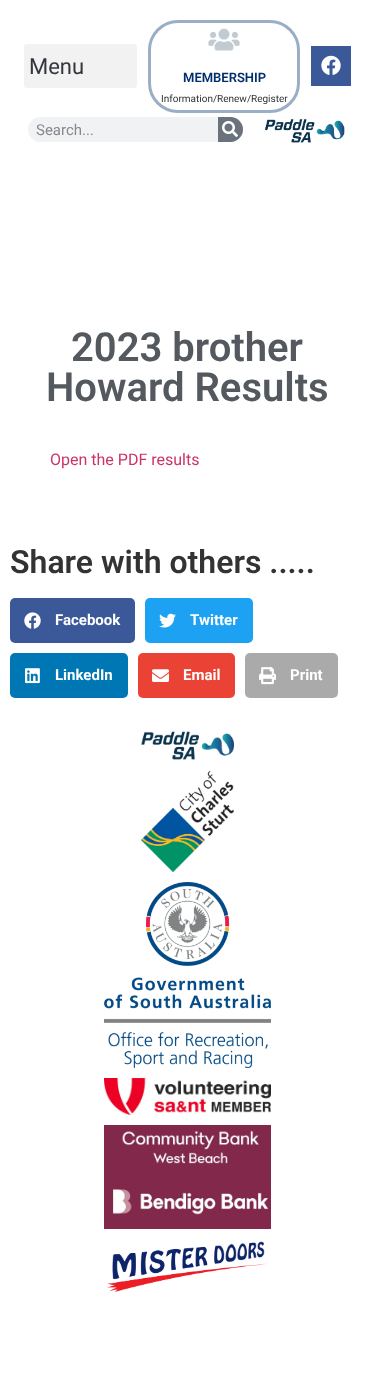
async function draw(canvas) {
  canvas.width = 375;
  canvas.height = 1386;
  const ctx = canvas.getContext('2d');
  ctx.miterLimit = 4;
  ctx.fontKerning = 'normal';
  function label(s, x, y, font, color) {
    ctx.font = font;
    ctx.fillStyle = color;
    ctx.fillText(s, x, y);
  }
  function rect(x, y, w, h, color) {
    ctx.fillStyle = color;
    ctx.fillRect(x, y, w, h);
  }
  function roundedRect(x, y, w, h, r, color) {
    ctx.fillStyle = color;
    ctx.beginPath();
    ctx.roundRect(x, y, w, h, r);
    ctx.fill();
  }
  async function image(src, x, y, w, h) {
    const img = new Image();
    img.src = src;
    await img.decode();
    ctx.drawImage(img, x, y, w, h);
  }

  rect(0, 0, 375, 1386, '#fff');
  roundedRect(24, 44, 113, 44, 3, '#f2f2f2');
  label('Menu', 29, 74, '22px Roboto', '#33373d');
  rect(311, 46, 40, 40, '#3b5998');
  await image('assets/img1.png', 321, 55, 20, 20);
  ctx.beginPath();
  ctx.roundRect(149.5, 21.5, 149, 90, 28.5);
  ctx.strokeStyle = '#9cadc6';
  ctx.lineWidth = 3;
  ctx.stroke();
  await image('assets/img2.png', 208, 28, 32, 23);
  label('MEMBERSHIP', 183, 82, '600 13px Roboto', '#012c6d');
  label('Information/Renew/Register', 161, 102, '10px Roboto', '#333');
  roundedRect(28, 117, 215, 25, 12.5, '#f1f2f3');
  label('Search...', 36, 135, '15px Roboto', '#868a8e');
  ctx.fillStyle = '#69727d';
  ctx.beginPath();
  ctx.roundRect(218, 117, 25, 25, [0, 12.5, 12.5, 0]);
  ctx.fill();
  await image('assets/img3.png', 222, 121, 16, 16);
  await image('assets/img4.png', 264, 118, 81, 25);
  label('2023 brother', 71, 361, '600 40px Roboto', '#54595f');
  label('Howard Results', 46, 401, '600 40px Roboto', '#54595f');
  label('Open the PDF results', 50, 465, '16px Roboto', '#c36');
  label('Share with others .....', 10, 573, '600 32px Roboto', '#333');
  roundedRect(10, 598, 125, 45, 5, '#3b5998');
  await image('assets/img5.png', 24, 612, 17, 17);
  label('Facebook', 55, 625, 'bold 15px Roboto', '#fff');
  roundedRect(145, 598, 108, 45, 5, '#1da1f2');
  await image('assets/img6.png', 159, 613, 17, 15);
  label('Twitter', 190, 625, 'bold 15px Roboto', '#fff');
  roundedRect(10, 653, 118, 45, 5, '#0077b5');
  await image('assets/img7.png', 25, 668, 15, 16);
  label('LinkedIn', 55, 680, 'bold 15px Roboto', '#fff');
  roundedRect(138, 653, 97, 45, 5, '#ea4335');
  await image('assets/img8.png', 152, 669, 17, 13);
  label('Email', 183, 680, 'bold 15px Roboto', '#fff');
  roundedRect(245, 653, 93, 45, 5, '#aaa');
  await image('assets/img9.png', 259, 667, 17, 18);
  label('Print', 290, 680, 'bold 15px Roboto', '#fff');
  await image('assets/img10.png', 141, 731, 93, 29);
  await image('assets/img11.png', 141, 771, 93, 101);
  await image('assets/img12.png', 104, 882, 167, 186);
  await image('assets/img13.png', 104, 1078, 167, 37);
  await image('assets/img14.png', 104, 1125, 167, 104);
  await image('assets/img15.png', 107, 1241, 161, 51);
}

draw(document.querySelector('canvas'));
------------------------------------------------
### WORK TO BE COMPLETED
Start with the line above that contains "function label(s, x, y, font, color)" and stop after the line that contains "img.src = src;". Output those lines exactly, and only those.

### ANSWER FOR THE TASK
  function label(s, x, y, font, color) {
    ctx.font = font;
    ctx.fillStyle = color;
    ctx.fillText(s, x, y);
  }
  function rect(x, y, w, h, color) {
    ctx.fillStyle = color;
    ctx.fillRect(x, y, w, h);
  }
  function roundedRect(x, y, w, h, r, color) {
    ctx.fillStyle = color;
    ctx.beginPath();
    ctx.roundRect(x, y, w, h, r);
    ctx.fill();
  }
  async function image(src, x, y, w, h) {
    const img = new Image();
    img.src = src;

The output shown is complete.